Remember, it’s not all about you. Not everyone wants to hear your every opinion and perspective. “It’s easy to whine, brag, and gloat online,” Libert points out. “Choose to talk about something meaningful, informative, and/or helpful—something that adds value. People want to read about topics that will enhance their lives, their businesses, and their knowledge, so provide your clients with information, tools, and tips on subjects that are of interest to them.”
Don’t ignore spelling and grammar. In essence, your communications to your boss and colleagues shouldn’t resemble texts to your best friend. Libert believes, “What you write and how you write it is a reflection of who you are and what you care about.” Don’t get careless when writing a blog, or a post.
Don’t hide behind social media.
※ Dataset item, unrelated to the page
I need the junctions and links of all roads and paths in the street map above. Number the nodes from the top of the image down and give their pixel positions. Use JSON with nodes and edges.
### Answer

Unless you’re living in a computer-less time warp, you’ve probably been guilty of using email to send a message you didn’t want to deliver in person. The thing is, though, words still matter as much online as they do in real time—and they stick around longer. When possible, avoid using social media as an easy out when you’re facing a tough conversation or want to spout off an annoyance. As Libert says, “There is no such thing as ‘behind someone’s back’ in the world of social media. On the flip side, don’t worry that one nasty online comment from a disgruntled customer will ruin your business. How you handle it may make all the difference.”
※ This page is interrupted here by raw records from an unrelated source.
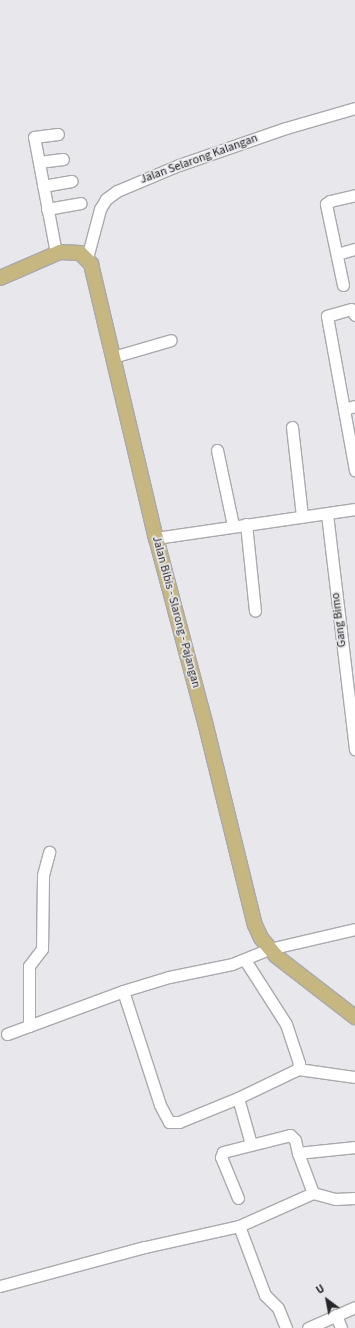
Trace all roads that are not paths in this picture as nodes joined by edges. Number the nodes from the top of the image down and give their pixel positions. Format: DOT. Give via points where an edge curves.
graph roads {
  1 [pos="355,108"];
  2 [pos="58,134"];
  3 [pos="63,159"];
  4 [pos="39,162"];
  5 [pos="72,181"];
  6 [pos="43,186"];
  7 [pos="355,195"];
  8 [pos="80,203"];
  9 [pos="46,209"];
  10 [pos="355,249"];
  11 [pos="56,254"];
  12 [pos="337,254"];
  13 [pos="87,258"];
  14 [pos="0,278"];
  15 [pos="343,285"];
  16 [pos="355,315"];
  17 [pos="171,340"];
  18 [pos="113,357"];
  19 [pos="350,407"];
  20 [pos="292,427"];
  21 [pos="218,450"];
  22 [pos="355,470"];
  23 [pos="355,509"];
  24 [pos="327,514"];
  25 [pos="302,516"];
  26 [pos="246,524"];
  27 [pos="233,525"];
  28 [pos="156,538"];
  29 [pos="255,611"];
  30 [pos="355,749"];
  31 [pos="49,852"];
  32 [pos="355,929"];
  33 [pos="269,949"];
  34 [pos="244,960"];
  35 [pos="123,991"];
  36 [pos="355,1016"];
  37 [pos="29,1026"];
  38 [pos="7,1034"];
  39 [pos="298,1069"];
  40 [pos="355,1077"];
  41 [pos="238,1098"];
  42 [pos="251,1144"];
  43 [pos="355,1147"];
  44 [pos="298,1153"];
  45 [pos="313,1193"];
  46 [pos="238,1198"];
  47 [pos="355,1198"];
  48 [pos="239,1226"];
  49 [pos="0,1286"];
  50 [pos="355,1307"];
  51 [pos="336,1315"];
  52 [pos="286,1328"];
  53 [pos="308,1328"];
  54 [pos="341,1328"];
  1 -- 13 [label="street, Jalan Selarong Kalangan" via="186,162 117,191 106,199 100,209"];
  2 -- 4 [label="street" via="34,137"];
  3 -- 4 [label="street"];
  4 -- 6 [label="street"];
  5 -- 6 [label="street"];
  6 -- 9 [label="street"];
  7 -- 12 [label="street" via="326,204"];
  8 -- 9 [label="street"];
  9 -- 11 [label="street"];
  10 -- 12 [label="street"];
  11 -- 13 [label="main road" via="76,252"];
  11 -- 14 [label="main road"];
  12 -- 15 [label="street"];
  13 -- 18 [label="main road, Jalan Bibis - Slarong - Pajangan" via="93,270"];
  16 -- 19 [label="street" via="351,309 327,316"];
  17 -- 18 [label="street"];
  18 -- 28 [label="main road, Jalan Bibis - Slarong - Pajangan"];
  19 -- 22 [label="street"];
  20 -- 25 [label="street"];
  21 -- 27 [label="street"];
  23 -- 24 [label="street"];
  24 -- 25 [label="street"];
  24 -- 30 [label="street, Gang Bimo"];
  25 -- 26 [label="street"];
  26 -- 27 [label="street"];
  26 -- 29 [label="street"];
  27 -- 28 [label="street"];
  28 -- 33 [label="main road, Jalan Bibis - Slarong - Pajangan" via="205,722 251,915"];
  31 -- 37 [label="street" via="43,875 42,949 29,966"];
  32 -- 33 [label="street"];
  33 -- 34 [label="street"];
  33 -- 36 [label="main road, Jalan Bibis - Slarong - Pajangan"];
  34 -- 35 [label="street"];
  34 -- 39 [label="street" via="286,1024 299,1063"];
  35 -- 37 [label="street"];
  35 -- 41 [label="street" via="160,1105 169,1122 179,1122"];
  37 -- 38 [label="street"];
  39 -- 40 [label="street"];
  39 -- 41 [label="street"];
  41 -- 42 [label="street"];
  42 -- 44 [label="street" via="290,1135 295,1140"];
  42 -- 46 [label="street" via="221,1154"];
  43 -- 44 [label="street"];
  44 -- 45 [label="street"];
  45 -- 47 [label="street" via="335,1199"];
  45 -- 48 [label="street"];
  48 -- 49 [label="street" via="145,1247"];
  48 -- 52 [label="street" via="265,1295 278,1308"];
  50 -- 51 [label="street"];
  51 -- 53 [label="street"];
  51 -- 54 [label="street"];
}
Leave the sensational to someone else. Don’t make claims that cannot be guaranteed. Social media is a place to be honest and truthful. “The fact is, rumors and sensational posts may send readers flocking to you at first, but dishonesty and irresponsible behavior will ultimately come back to haunt you.” Libert recommends waiting an hour (or even a day) before you send that sensational message into the public domain.
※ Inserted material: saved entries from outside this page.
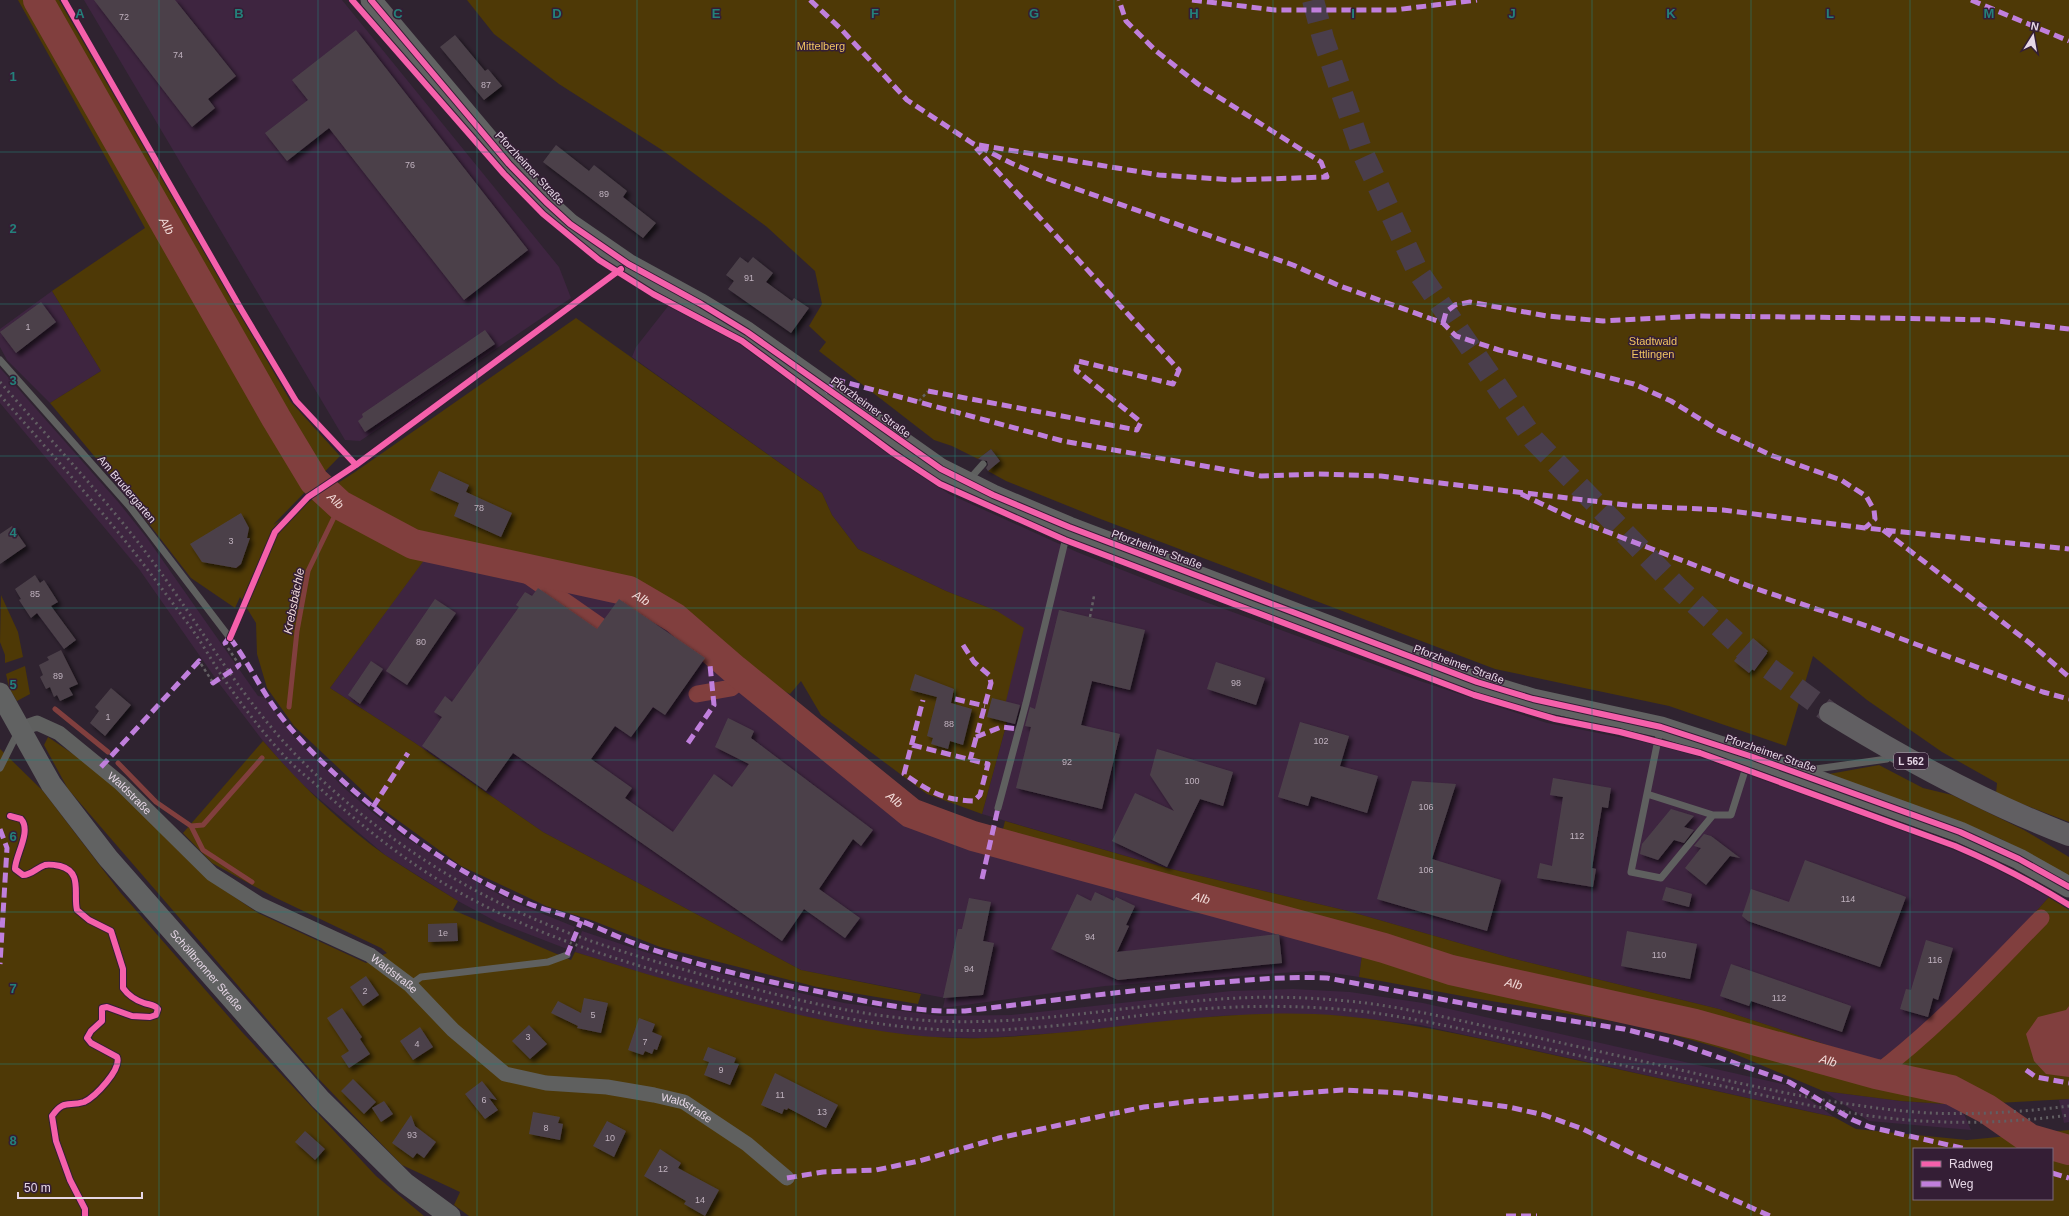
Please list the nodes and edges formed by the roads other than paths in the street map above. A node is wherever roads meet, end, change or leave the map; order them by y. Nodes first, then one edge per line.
1 (371, 0) edge
2 (0, 360) edge
3 (983, 464) dead end
4 (966, 482) junction
5 (1069, 527) junction
6 (230, 638) dead end
7 (0, 693) edge
8 (1830, 713) tunnel mouth
9 (1661, 727) junction
10 (20, 729) junction
11 (1894, 751) junction
12 (1750, 756) junction
13 (0, 768) edge
14 (1809, 777) junction
15 (1647, 794) junction
16 (998, 808) dead end
17 (1713, 814) junction
18 (2069, 835) edge
19 (2069, 887) edge
20 (567, 955) dead end
21 (410, 985) junction
22 (787, 1178) dead end
23 (450, 1216) edge

1 - 4 main road, Pforzheimer Straße
2 - 6 lane, Am Brudergarten
3 - 4 lane
4 - 5 main road, Pforzheimer Straße
5 - 9 main road, Pforzheimer Straße
5 - 16 lane
7 - 10 main road, Schöllbronner Straße
8 - 11 main road, L 562
9 - 12 main road, Pforzheimer Straße
9 - 15 lane
10 - 13 lane
10 - 21 street, Waldstraße
10 - 23 main road, Schöllbronner Straße
11 - 14 lane
11 - 18 main road, L 562
12 - 14 main road, Pforzheimer Straße
12 - 17 lane
14 - 19 main road, Pforzheimer Straße
15 - 17 lane
15 - 17 lane
20 - 21 lane
21 - 22 street, Waldstraße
Take control of yourself. Ultimately, you—not your boss, or your spouse—are responsible for your choices and behavior. When it comes to social media, Libert notes, “…that means actively choosing to infuse your communications with positivity, tell the truth, give credit where credit is due, and be polite—to name just a few possibilities.”
Consider yourself a brand, and act accordingly. Even if you are one in 100 or 100,000 employees, you are more than that. Messaging, especially social media, can be far-reaching — the viral potential of information that can be shared online means your thoughts can be seen by anyone. “Remember that how you act is reflective of who you are and, in the case of business, of your brand as well.” Libert cautions that while sharing information is desirable sharing too much or sharing inappropriately can be destructive.
Blog, but mind your manners. Blogs can be a way to grow your business, engage business partners, and establish thought-leadership “It’s a heady feeling to have your voice heard by scores of virtual blog visitors,” Libert agrees, “but make sure you’re writing smart.” Libert goes on to say to stay clear of plagiarism. “Be very careful that you aren’t using someone else’s words or images without proper acknowledgement. Also, pay attention to the input you’re getting from your readers’ comments—sometimes longer blog posts spark more in-depth discussions than shorter updates.”
Libert believes these eight rules can help you successfully develop a community of supporters who in turn will help your business relationships prosper. Besides, having good online manners can never hurt.